In 1815, the two Mecklenburgian duchies were raised to Grand Duchies, the Grand Duchy of Mecklenburg-Schwerin and the Grand Duchy of Mecklenburg-Strelitz, and subsequently existed separately as such in Germany under enlightened but absolute rule (constitutions being granted on the eve of World War I) until the revolution of 1918. Life in Mecklenburg could be quite harsh. Practices such as having to ask for permission from the Grand Duke to get married, or having to apply for permission to emigrate, would linger late into the history of Mecklenburg (i.e. 1918), long after such practices had been abandoned in other German areas. As late as the latter half of the 19th century, the Grand Duke personally owned half of the countryside.

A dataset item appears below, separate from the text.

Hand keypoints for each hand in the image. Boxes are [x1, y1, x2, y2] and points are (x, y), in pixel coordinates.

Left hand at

The last Duke abdicated in 1918, as monarchies fell throughout Europe. The Duke's ruling house reigned in Mecklenburg uninterrupted (except for two years) from its incorporation into the Holy Roman Empire until 1918. From 1918 to 1933, the duchies were free states in the Weimar Republic.

===History since 1934===
After three centuries of partition, Mecklenburg was united on 1 January 1934 by the German government. During World War II the Wehrmacht assigned Mecklenburg and Pomerania to Wehrkreis II under the command of General der Infanterie Werner Kienitz, with the headquarters at Stettin. Mecklenburg was assigned to an Area headquartered at Schwerin, which was responsible for military units in Schwerin, Rostock, Parchim, and Neustrelitz.

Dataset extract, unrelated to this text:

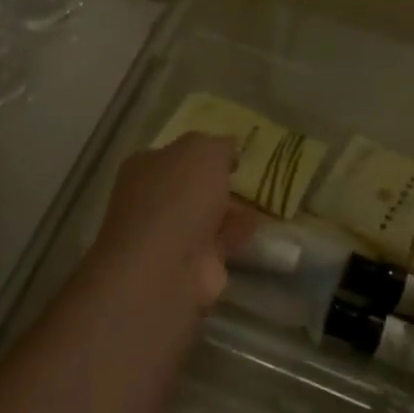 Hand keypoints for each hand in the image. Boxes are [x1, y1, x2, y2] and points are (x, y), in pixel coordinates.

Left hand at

After World War II, the Soviet government occupying eastern Germany merged Mecklenburg with the smaller neighbouring region of Western Pomerania (German Vorpommern) to form the state of Mecklenburg-Vorpommern. Mecklenburg contributed about two-thirds of the geographical size of the new state and the majority of its population. Also, the new state became temporary or permanent home for many refugees expelled from former German territories seized by the Soviet Union and Poland after the war. The Soviets changed the name from "Mecklenburg-Western Pomerania" to "Mecklenburg" in 1947.

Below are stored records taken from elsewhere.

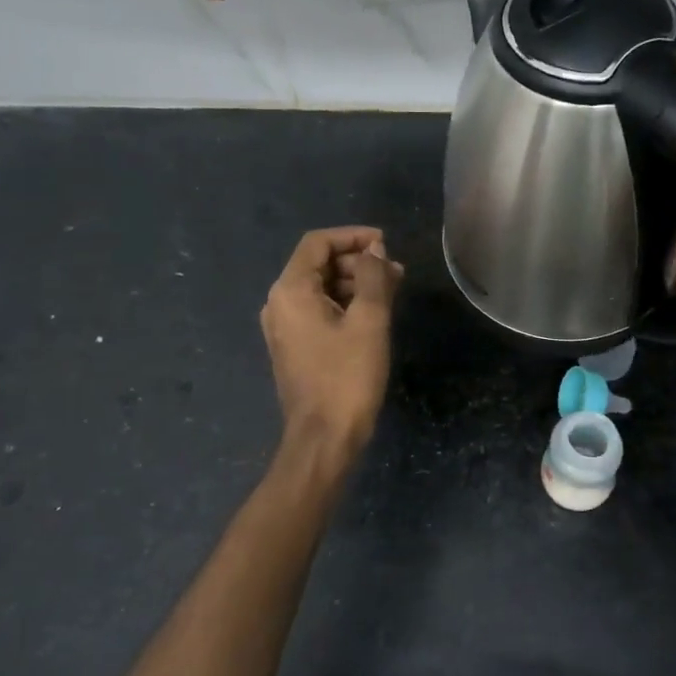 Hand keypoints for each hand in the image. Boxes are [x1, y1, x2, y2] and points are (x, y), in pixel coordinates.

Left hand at [260, 226, 403, 452]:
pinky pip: (319, 310)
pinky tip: (374, 312)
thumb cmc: (347, 377)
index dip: (353, 236)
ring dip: (355, 283)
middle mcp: (279, 303)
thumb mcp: (369, 321)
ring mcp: (284, 327)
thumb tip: (375, 251)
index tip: (386, 243)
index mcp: (290, 291)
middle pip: (318, 264)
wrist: (324, 439)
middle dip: (358, 262)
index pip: (318, 243)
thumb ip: (373, 277)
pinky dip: (345, 304)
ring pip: (320, 288)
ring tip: (392, 290)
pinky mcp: (294, 346)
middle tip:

In 1952, the East German government ended the independent existence of Mecklenburg, creating three districts ("Bezirke") out of its territory: Rostock, Schwerin and Neubrandenburg.

During German reunification in 1990, the state of Mecklenburg-Vorpommern was revived, and is now one of the 16 states of the Federal Republic of Germany.

==Coat of arms of the duchies of Mecklenburg==

Coat of arms used by both duchies, mid 19th century.

The House of Mecklenburg was founded by Niklot, prince of the Obotrites, Chizzini and Circipani on the Baltic Sea, who died in 1160. His Christian progeny was recognized as prince of the Holy Roman Empire 1170 and Duke of Mecklenburg 8 July 1348. On 27 February 1658 the ducal house divided in two branches: Mecklenburg-Schwerin and Mecklenburg-Strelitz.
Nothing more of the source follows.